▶ Stored data

========

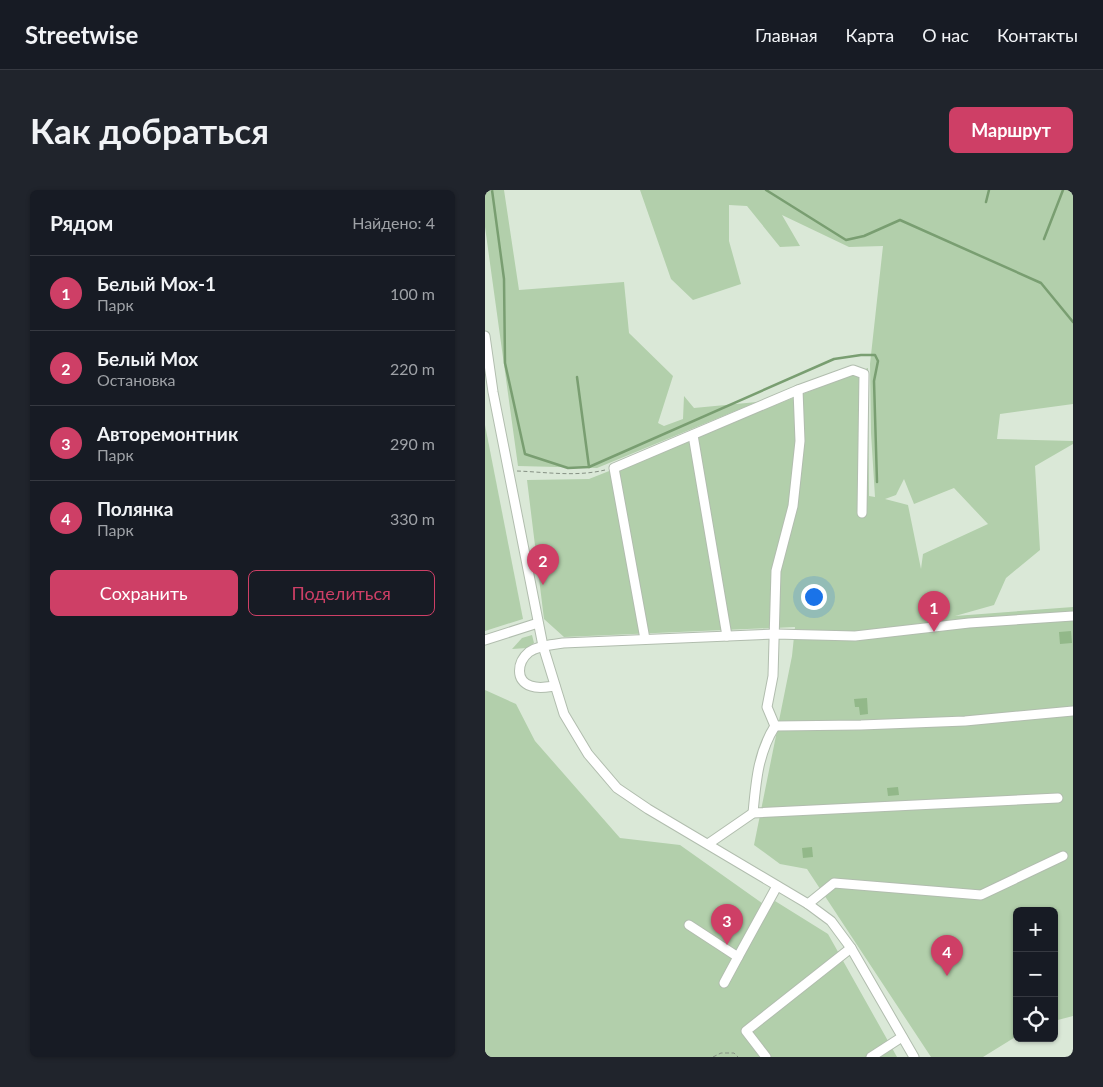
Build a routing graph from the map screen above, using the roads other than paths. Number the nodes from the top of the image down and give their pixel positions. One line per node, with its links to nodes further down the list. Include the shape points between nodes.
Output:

========

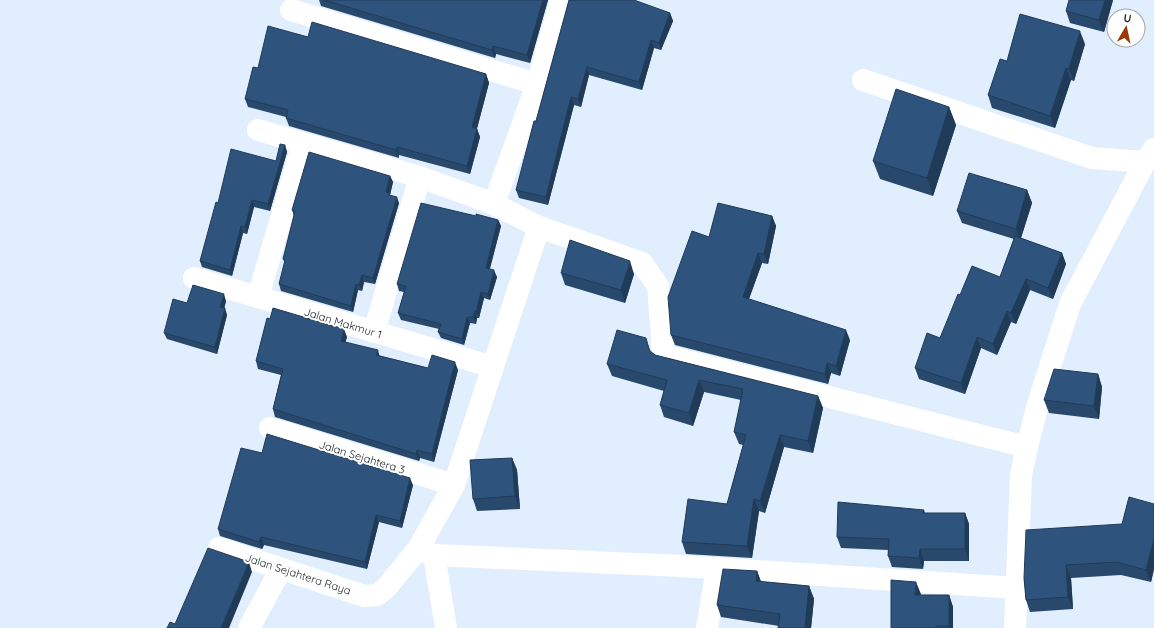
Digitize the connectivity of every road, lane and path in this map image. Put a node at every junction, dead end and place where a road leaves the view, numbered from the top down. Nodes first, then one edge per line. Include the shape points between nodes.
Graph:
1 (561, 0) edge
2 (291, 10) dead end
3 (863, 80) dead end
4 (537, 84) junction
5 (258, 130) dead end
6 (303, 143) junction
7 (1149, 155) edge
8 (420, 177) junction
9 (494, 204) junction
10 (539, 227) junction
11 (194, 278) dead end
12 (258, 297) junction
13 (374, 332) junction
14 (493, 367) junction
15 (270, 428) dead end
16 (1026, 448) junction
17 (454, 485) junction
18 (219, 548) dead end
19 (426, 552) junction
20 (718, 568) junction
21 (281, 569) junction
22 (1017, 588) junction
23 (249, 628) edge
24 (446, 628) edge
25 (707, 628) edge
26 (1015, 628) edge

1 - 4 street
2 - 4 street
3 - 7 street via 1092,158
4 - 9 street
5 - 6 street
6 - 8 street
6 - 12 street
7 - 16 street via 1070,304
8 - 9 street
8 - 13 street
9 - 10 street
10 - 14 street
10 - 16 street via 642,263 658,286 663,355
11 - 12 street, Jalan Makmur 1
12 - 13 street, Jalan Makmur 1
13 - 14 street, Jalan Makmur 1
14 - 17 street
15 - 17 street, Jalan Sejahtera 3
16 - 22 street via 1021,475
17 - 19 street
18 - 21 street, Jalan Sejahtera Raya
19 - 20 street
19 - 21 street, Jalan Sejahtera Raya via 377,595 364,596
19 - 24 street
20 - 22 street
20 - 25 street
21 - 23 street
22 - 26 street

========

▶ Exercise prompt
Scan the data for the word "shape" and copy every line where it shows up.

▶ Exercise result
Build a routing graph from the map screen above, using the roads other than paths. Number the nodes from the top of the image down and give their pixel positions. One line per node, with its links to nodes further down the list. Include the shape points between nodes.
Digitize the connectivity of every road, lane and path in this map image. Put a node at every junction, dead end and place where a road leaves the view, numbered from the top down. Nodes first, then one edge per line. Include the shape points between nodes.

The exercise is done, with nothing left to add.